Write a Data Frame to the Binary Parquet Format Using To_parquet

Write A DataFrame To The Binary Parquet Format

The to_parquet of the Pandas library is a method that reads a DataFrame and writes it to a parquet format.

Before learning more about the to_parquet method, let us dig deep into what a Parquet format is and why we should use Parquet.

What is Parquet?

Parquet is a storage format based on columnar storage of data. It is mainly used for big data processing as it can efficiently process and manipulate large, complex data.

So what is the use of columnar storage, you may ask? Well, when the data (complex and large) is stored in a column-wise structure rather than in rows, it allows for more efficient compression and encoding of the data.

When stored in a columnar structure, the data becomes easy to query.
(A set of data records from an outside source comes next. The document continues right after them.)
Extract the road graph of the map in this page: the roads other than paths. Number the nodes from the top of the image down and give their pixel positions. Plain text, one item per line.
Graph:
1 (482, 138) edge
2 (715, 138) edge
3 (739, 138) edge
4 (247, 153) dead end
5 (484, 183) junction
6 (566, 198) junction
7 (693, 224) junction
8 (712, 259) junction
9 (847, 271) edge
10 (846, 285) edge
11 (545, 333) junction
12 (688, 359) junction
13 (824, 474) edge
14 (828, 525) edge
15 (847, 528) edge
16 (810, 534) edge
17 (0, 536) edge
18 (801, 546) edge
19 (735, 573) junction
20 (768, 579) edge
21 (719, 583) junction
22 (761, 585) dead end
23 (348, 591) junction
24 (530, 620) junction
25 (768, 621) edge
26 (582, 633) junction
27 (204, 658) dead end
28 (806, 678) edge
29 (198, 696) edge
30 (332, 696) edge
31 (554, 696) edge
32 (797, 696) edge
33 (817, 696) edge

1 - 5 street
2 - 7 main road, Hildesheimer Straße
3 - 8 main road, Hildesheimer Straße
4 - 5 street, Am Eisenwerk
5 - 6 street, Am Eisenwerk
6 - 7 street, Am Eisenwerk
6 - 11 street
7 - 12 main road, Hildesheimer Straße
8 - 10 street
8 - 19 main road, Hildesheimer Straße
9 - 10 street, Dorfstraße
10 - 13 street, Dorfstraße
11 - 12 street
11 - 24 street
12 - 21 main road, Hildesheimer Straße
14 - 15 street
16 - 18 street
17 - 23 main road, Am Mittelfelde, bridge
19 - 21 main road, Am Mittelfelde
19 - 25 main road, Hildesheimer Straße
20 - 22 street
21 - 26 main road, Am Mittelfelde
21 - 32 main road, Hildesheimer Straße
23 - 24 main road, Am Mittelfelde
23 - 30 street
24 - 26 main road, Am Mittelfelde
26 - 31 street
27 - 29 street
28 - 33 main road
Storing data in the Parquet file might also reduce the internal input-output operations of your system and reduce complexity.

Also, unlike CSV, a parquet format supports nested data structures and is well-compatible with Apache Arrow tables.
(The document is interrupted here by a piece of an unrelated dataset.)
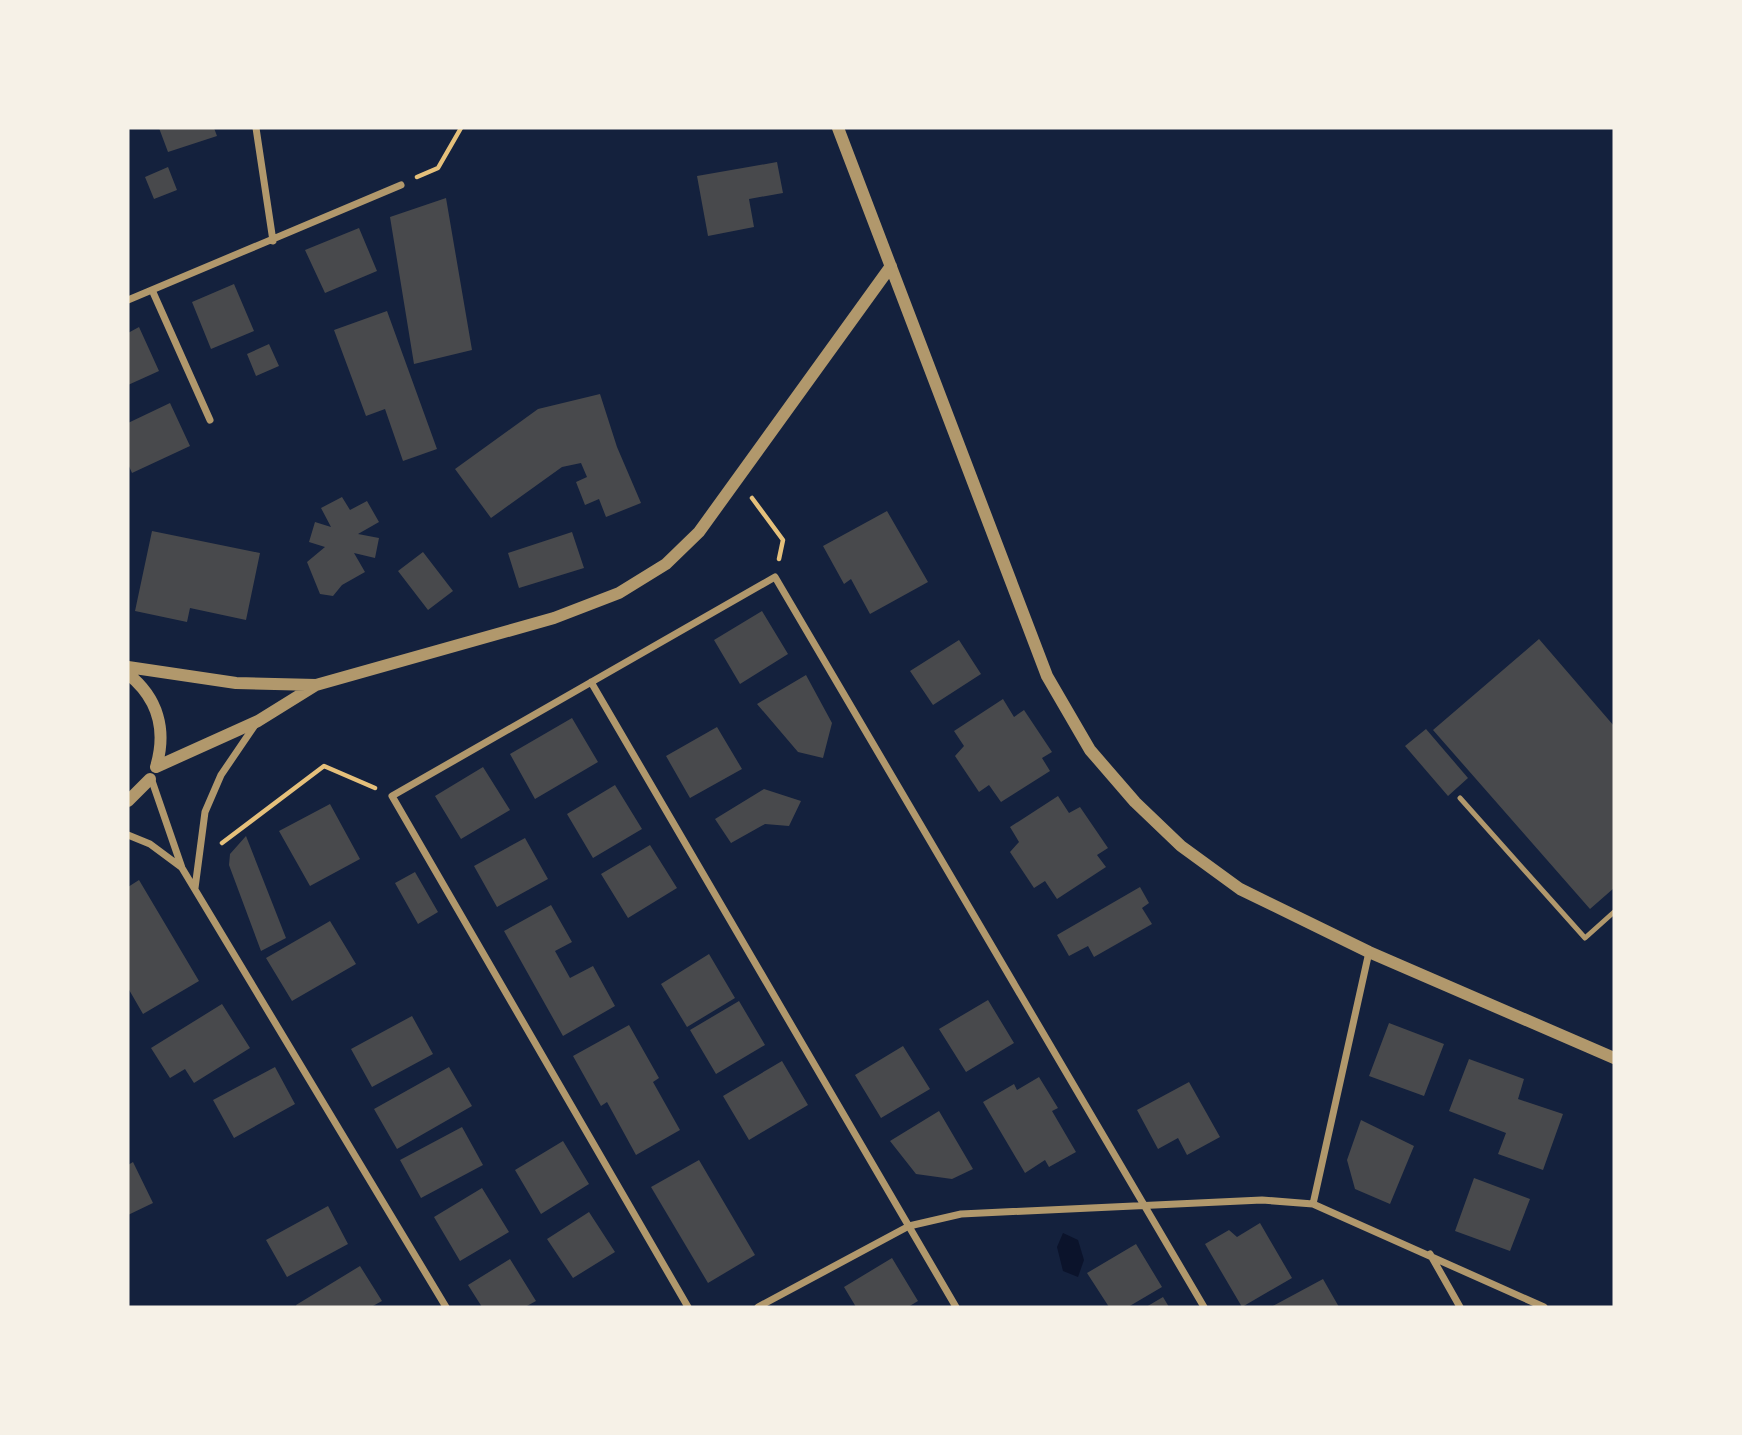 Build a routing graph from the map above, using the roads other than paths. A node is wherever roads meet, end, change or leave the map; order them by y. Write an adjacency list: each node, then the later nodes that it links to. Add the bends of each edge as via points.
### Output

Parquet files are self-describing, making them easy to work with using processing tools such as Apache Spark, Apache Impala, etc.

What is a Data Frame?

A data frame is a 2D table structure that stores values in rows and columns.

A data frame may have thousands of rows of data, of which only a few would be useful. Check out this post on how to filter a data frame.

A simple example of creating a data frame is given below.

The code for creating a data frame with the help of a dictionary is shown below.

import pandas as pd
data={
            "Height":[165,158,163],
             "Weight":[50,40,45]
}
df=pd.DataFrame(data)
print(df)

Let us take a quick look at the explanation.

In the first line, we import the Pandas library in our environment with its standard alias name-pd.

Next, we create a data dictionary with two keys: Height and Weight. The values corresponding to these keys are enclosed in square brackets[].

This dictionary is then converted to a Data Frame with the help of a method-pd.DataFrame(). It is stored in an object called df.

In the following line, we are printing this data frame using print().

DataFrame
DataFrame

Why Should a Data Frame Be Converted Into Parquet?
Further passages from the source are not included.